**Task brief**
Check every line of the data below for the word "where" and say how many have it, without further comment.

**Supplied data**
◇ ◇ ◇
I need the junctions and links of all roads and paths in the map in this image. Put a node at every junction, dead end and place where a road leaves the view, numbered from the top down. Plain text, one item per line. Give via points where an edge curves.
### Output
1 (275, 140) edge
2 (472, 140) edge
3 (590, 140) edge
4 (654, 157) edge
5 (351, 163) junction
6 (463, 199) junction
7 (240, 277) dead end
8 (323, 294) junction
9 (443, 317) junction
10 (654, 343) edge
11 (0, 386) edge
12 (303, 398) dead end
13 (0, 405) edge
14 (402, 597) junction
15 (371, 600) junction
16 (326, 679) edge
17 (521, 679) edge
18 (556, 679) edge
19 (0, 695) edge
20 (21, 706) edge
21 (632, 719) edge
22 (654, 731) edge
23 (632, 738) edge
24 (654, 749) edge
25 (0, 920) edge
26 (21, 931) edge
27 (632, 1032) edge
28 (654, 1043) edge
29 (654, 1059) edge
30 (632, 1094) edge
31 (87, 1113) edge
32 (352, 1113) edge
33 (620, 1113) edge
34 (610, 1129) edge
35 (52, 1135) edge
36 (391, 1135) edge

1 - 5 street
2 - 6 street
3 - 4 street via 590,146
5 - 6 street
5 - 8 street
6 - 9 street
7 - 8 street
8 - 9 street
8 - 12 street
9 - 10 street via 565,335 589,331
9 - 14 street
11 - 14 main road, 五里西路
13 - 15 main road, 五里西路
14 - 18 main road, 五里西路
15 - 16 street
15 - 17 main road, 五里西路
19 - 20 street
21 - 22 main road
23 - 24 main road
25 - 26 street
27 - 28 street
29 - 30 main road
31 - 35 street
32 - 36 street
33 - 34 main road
◇ ◇ ◇
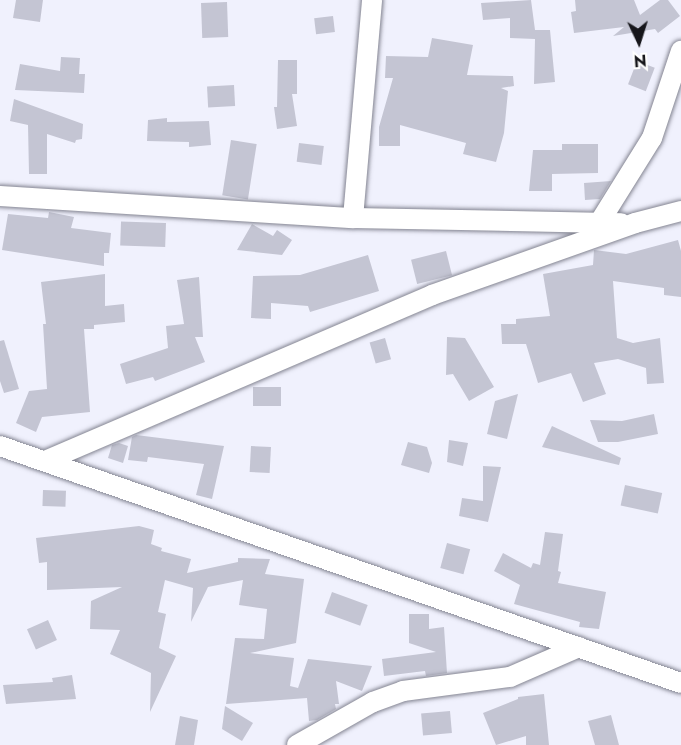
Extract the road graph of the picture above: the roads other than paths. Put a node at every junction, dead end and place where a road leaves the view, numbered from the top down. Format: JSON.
◇ ◇ ◇
**Response to this task**
2